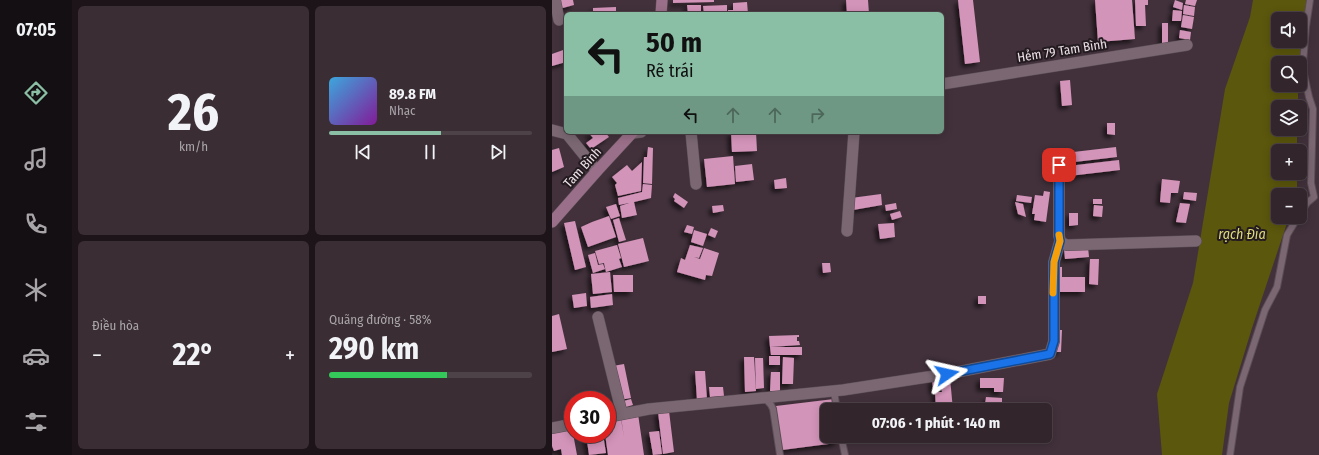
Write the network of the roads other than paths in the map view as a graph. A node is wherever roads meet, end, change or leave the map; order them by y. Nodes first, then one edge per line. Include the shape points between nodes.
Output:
1 (555, 0) edge
2 (662, 0) edge
3 (1310, 0) edge
4 (661, 12) edge
5 (559, 20) dead end
6 (1186, 45) dead end
7 (944, 84) edge
8 (552, 130) edge
9 (564, 133) edge
10 (567, 134) edge
11 (633, 134) edge
12 (690, 134) edge
13 (854, 134) edge
14 (1059, 165) dead end
15 (597, 171) junction
16 (696, 184) dead end
17 (1307, 203) edge
18 (552, 222) edge
19 (1294, 224) edge
20 (847, 231) dead end
21 (1196, 240) dead end
22 (1060, 241) junction
23 (598, 317) dead end
24 (834, 392) junction
25 (765, 398) junction
26 (836, 403) edge
27 (622, 414) junction
28 (616, 415) edge
29 (564, 426) edge
30 (552, 428) edge
31 (842, 443) edge
32 (780, 455) edge
33 (845, 455) edge
34 (1230, 455) edge

1 - 5 street
2 - 4 main road
3 - 17 lane via 1303,63 1313,109 1311,183 1314,197
6 - 7 street, Hẻm 79 Tam Bình
8 - 9 street
10 - 15 street
11 - 15 main road, Tam Bình
12 - 16 street
13 - 20 street
14 - 22 street
15 - 18 main road, Tam Bình
19 - 34 lane via 1287,235 1277,287 1263,317 1240,387
21 - 22 street via 1067,245
22 - 24 street via 1054,262 1054,341 1050,354
23 - 27 street
24 - 25 street
24 - 26 lane
25 - 27 street via 648,409
25 - 32 lane via 773,409
27 - 28 street
29 - 30 street
31 - 33 lane

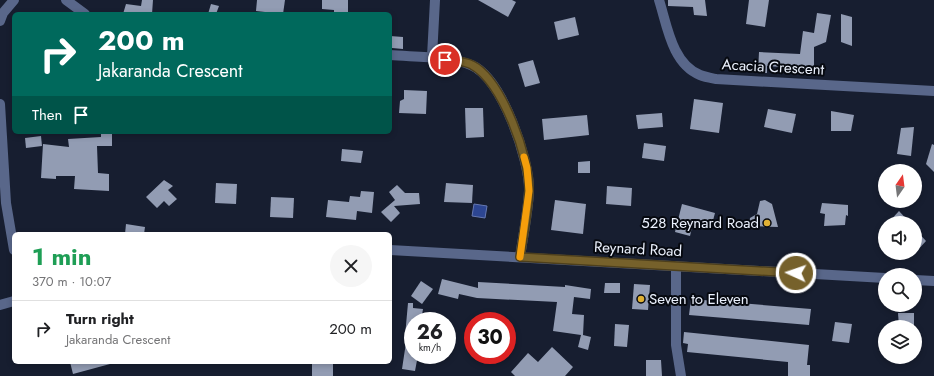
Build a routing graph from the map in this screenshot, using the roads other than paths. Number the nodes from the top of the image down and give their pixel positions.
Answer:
1 (14, 0) edge
2 (66, 0) edge
3 (435, 0) edge
4 (659, 0) edge
5 (82, 12) edge
6 (0, 21) edge
7 (392, 55) edge
8 (432, 57) junction
9 (934, 91) edge
10 (0, 104) edge
11 (12, 238) edge
12 (392, 250) edge
13 (520, 257) junction
14 (676, 266) junction
15 (878, 278) edge
16 (922, 280) edge
17 (934, 281) edge
18 (12, 302) edge
19 (0, 305) edge
20 (681, 376) edge

1 - 6 street
2 - 5 street
3 - 8 street
4 - 9 street, Acacia Crescent
7 - 8 street
8 - 13 street
10 - 11 street
12 - 13 street, Reynard Road
13 - 14 street, Reynard Road
14 - 15 street, Reynard Road
14 - 20 street
16 - 17 street
18 - 19 street

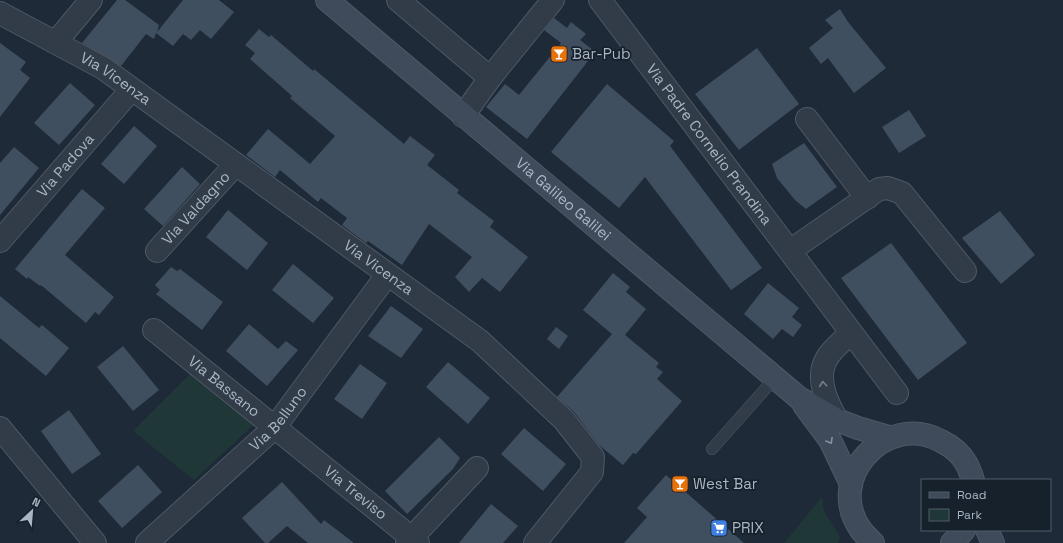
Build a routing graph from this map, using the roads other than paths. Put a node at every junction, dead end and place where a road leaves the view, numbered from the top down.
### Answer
1 (91, 0) edge
2 (398, 0) edge
3 (553, 0) edge
4 (600, 0) edge
5 (334, 2) edge
6 (0, 14) edge
7 (56, 42) junction
8 (490, 78) junction
9 (131, 90) junction
10 (463, 116) junction
11 (807, 119) dead end
12 (234, 165) junction
13 (867, 198) junction
14 (0, 240) edge
15 (791, 250) junction
16 (157, 252) dead end
17 (965, 271) dead end
18 (387, 275) junction
19 (154, 330) dead end
20 (851, 333) junction
21 (774, 378) junction
22 (897, 393) dead end
23 (799, 398) junction
24 (837, 420) junction
25 (275, 427) junction
26 (0, 428) edge
27 (889, 437) junction
28 (293, 444) joint
29 (712, 449) dead end
30 (477, 468) dead end
31 (973, 479) edge
32 (851, 484) junction
33 (963, 531) edge
34 (987, 531) edge
35 (863, 538) edge
36 (412, 541) edge
37 (95, 543) edge
38 (147, 543) edge
39 (535, 543) edge
40 (952, 543) edge
41 (993, 543) edge

1 - 7 street
2 - 8 street
3 - 8 street
4 - 15 street, Via Padre Cornelio Prandina
5 - 10 main road, Via Galileo Galilei
6 - 7 street, Via Vicenza
7 - 9 street, Via Vicenza
8 - 10 street
9 - 12 street, Via Vicenza
9 - 14 street, Via Padova
10 - 21 main road, Via Galileo Galilei
11 - 13 street
12 - 16 street, Via Valdagno
12 - 18 street, Via Vicenza
13 - 15 street
13 - 17 street
15 - 20 street, Via Padre Cornelio Prandina
18 - 25 street, Via Belluno
18 - 39 street, Via Vicenza
19 - 25 street, Via Bassano
20 - 22 street, Via Padre Cornelio Prandina
24 -> 20 street
21 - 23 main road, Via Galileo Galilei
21 - 29 lane
23 - 24 main road, Via Galileo Galilei
23 -> 32 main road, Via Galileo Galilei
24 - 27 main road, Via Galileo Galilei
25 - 28 street, Via Bassano
25 - 38 street, Via Belluno
26 - 37 street
27 - 31 main road
27 - 32 main road
28 - 36 street, Via Treviso
30 - 36 street
32 - 35 main road
33 - 40 main road
34 - 41 main road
- - - - -
• [THE PROBLEM] Retype the listing exactly. Pictures do not belong in the copy.

• [SOLUTION BELOW]
Write the network of the roads other than paths in the map view as a graph. A node is wherever roads meet, end, change or leave the map; order them by y. Nodes first, then one edge per line. Include the shape points between nodes.
Output:
1 (555, 0) edge
2 (662, 0) edge
3 (1310, 0) edge
4 (661, 12) edge
5 (559, 20) dead end
6 (1186, 45) dead end
7 (944, 84) edge
8 (552, 130) edge
9 (564, 133) edge
10 (567, 134) edge
11 (633, 134) edge
12 (690, 134) edge
13 (854, 134) edge
14 (1059, 165) dead end
15 (597, 171) junction
16 (696, 184) dead end
17 (1307, 203) edge
18 (552, 222) edge
19 (1294, 224) edge
20 (847, 231) dead end
21 (1196, 240) dead end
22 (1060, 241) junction
23 (598, 317) dead end
24 (834, 392) junction
25 (765, 398) junction
26 (836, 403) edge
27 (622, 414) junction
28 (616, 415) edge
29 (564, 426) edge
30 (552, 428) edge
31 (842, 443) edge
32 (780, 455) edge
33 (845, 455) edge
34 (1230, 455) edge

1 - 5 street
2 - 4 main road
3 - 17 lane via 1303,63 1313,109 1311,183 1314,197
6 - 7 street, Hẻm 79 Tam Bình
8 - 9 street
10 - 15 street
11 - 15 main road, Tam Bình
12 - 16 street
13 - 20 street
14 - 22 street
15 - 18 main road, Tam Bình
19 - 34 lane via 1287,235 1277,287 1263,317 1240,387
21 - 22 street via 1067,245
22 - 24 street via 1054,262 1054,341 1050,354
23 - 27 street
24 - 25 street
24 - 26 lane
25 - 27 street via 648,409
25 - 32 lane via 773,409
27 - 28 street
29 - 30 street
31 - 33 lane

Build a routing graph from the map in this screenshot, using the roads other than paths. Number the nodes from the top of the image down and give their pixel positions.
Answer:
1 (14, 0) edge
2 (66, 0) edge
3 (435, 0) edge
4 (659, 0) edge
5 (82, 12) edge
6 (0, 21) edge
7 (392, 55) edge
8 (432, 57) junction
9 (934, 91) edge
10 (0, 104) edge
11 (12, 238) edge
12 (392, 250) edge
13 (520, 257) junction
14 (676, 266) junction
15 (878, 278) edge
16 (922, 280) edge
17 (934, 281) edge
18 (12, 302) edge
19 (0, 305) edge
20 (681, 376) edge

1 - 6 street
2 - 5 street
3 - 8 street
4 - 9 street, Acacia Crescent
7 - 8 street
8 - 13 street
10 - 11 street
12 - 13 street, Reynard Road
13 - 14 street, Reynard Road
14 - 15 street, Reynard Road
14 - 20 street
16 - 17 street
18 - 19 street

Build a routing graph from this map, using the roads other than paths. Put a node at every junction, dead end and place where a road leaves the view, numbered from the top down.
### Answer
1 (91, 0) edge
2 (398, 0) edge
3 (553, 0) edge
4 (600, 0) edge
5 (334, 2) edge
6 (0, 14) edge
7 (56, 42) junction
8 (490, 78) junction
9 (131, 90) junction
10 (463, 116) junction
11 (807, 119) dead end
12 (234, 165) junction
13 (867, 198) junction
14 (0, 240) edge
15 (791, 250) junction
16 (157, 252) dead end
17 (965, 271) dead end
18 (387, 275) junction
19 (154, 330) dead end
20 (851, 333) junction
21 (774, 378) junction
22 (897, 393) dead end
23 (799, 398) junction
24 (837, 420) junction
25 (275, 427) junction
26 (0, 428) edge
27 (889, 437) junction
28 (293, 444) joint
29 (712, 449) dead end
30 (477, 468) dead end
31 (973, 479) edge
32 (851, 484) junction
33 (963, 531) edge
34 (987, 531) edge
35 (863, 538) edge
36 (412, 541) edge
37 (95, 543) edge
38 (147, 543) edge
39 (535, 543) edge
40 (952, 543) edge
41 (993, 543) edge

1 - 7 street
2 - 8 street
3 - 8 street
4 - 15 street, Via Padre Cornelio Prandina
5 - 10 main road, Via Galileo Galilei
6 - 7 street, Via Vicenza
7 - 9 street, Via Vicenza
8 - 10 street
9 - 12 street, Via Vicenza
9 - 14 street, Via Padova
10 - 21 main road, Via Galileo Galilei
11 - 13 street
12 - 16 street, Via Valdagno
12 - 18 street, Via Vicenza
13 - 15 street
13 - 17 street
15 - 20 street, Via Padre Cornelio Prandina
18 - 25 street, Via Belluno
18 - 39 street, Via Vicenza
19 - 25 street, Via Bassano
20 - 22 street, Via Padre Cornelio Prandina
24 -> 20 street
21 - 23 main road, Via Galileo Galilei
21 - 29 lane
23 - 24 main road, Via Galileo Galilei
23 -> 32 main road, Via Galileo Galilei
24 - 27 main road, Via Galileo Galilei
25 - 28 street, Via Bassano
25 - 38 street, Via Belluno
26 - 37 street
27 - 31 main road
27 - 32 main road
28 - 36 street, Via Treviso
30 - 36 street
32 - 35 main road
33 - 40 main road
34 - 41 main road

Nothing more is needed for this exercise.